### DATA IN THIS EXERCISE
-.-.-
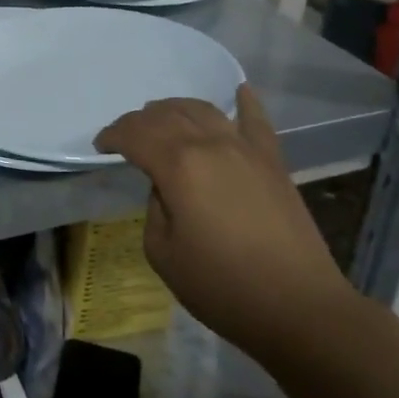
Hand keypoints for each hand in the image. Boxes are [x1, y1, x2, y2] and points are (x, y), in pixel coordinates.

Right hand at [95, 84, 354, 361]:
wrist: (298, 307)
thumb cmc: (222, 286)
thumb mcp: (163, 253)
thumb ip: (154, 208)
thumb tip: (166, 188)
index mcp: (177, 165)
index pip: (135, 135)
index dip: (113, 136)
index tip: (100, 147)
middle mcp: (210, 144)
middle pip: (167, 115)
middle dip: (140, 121)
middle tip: (126, 136)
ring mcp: (246, 148)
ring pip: (203, 110)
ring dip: (177, 109)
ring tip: (163, 118)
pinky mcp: (273, 161)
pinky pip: (257, 120)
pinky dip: (245, 102)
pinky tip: (239, 91)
-.-.-
### WHAT YOU NEED TO DO
Your copy of the entries must be exact and must contain no pictures.

### RESPONSE AREA
Hand keypoints for each hand in the image. Boxes are [x1, y1, x2, y2] and points are (x, y), in pixel coordinates.

Right hand at [95, 84, 354, 361]:
wrist: (298, 307)
thumb cmc: (222, 286)
thumb mcp: (163, 253)
thumb ip: (154, 208)
thumb tip: (166, 188)
index mcp: (177, 165)
index pip: (135, 135)
index dip: (113, 136)
index tip: (100, 147)
middle mcp: (210, 144)
middle pip: (167, 115)
middle dip: (140, 121)
middle tip: (126, 136)
ring mcp: (246, 148)
ring pip: (203, 110)
ring dip: (177, 109)
ring tip: (163, 118)
pinky mcp: (273, 161)
pinky pip: (257, 120)
pinky dip: (245, 102)
pinky tip: (239, 91)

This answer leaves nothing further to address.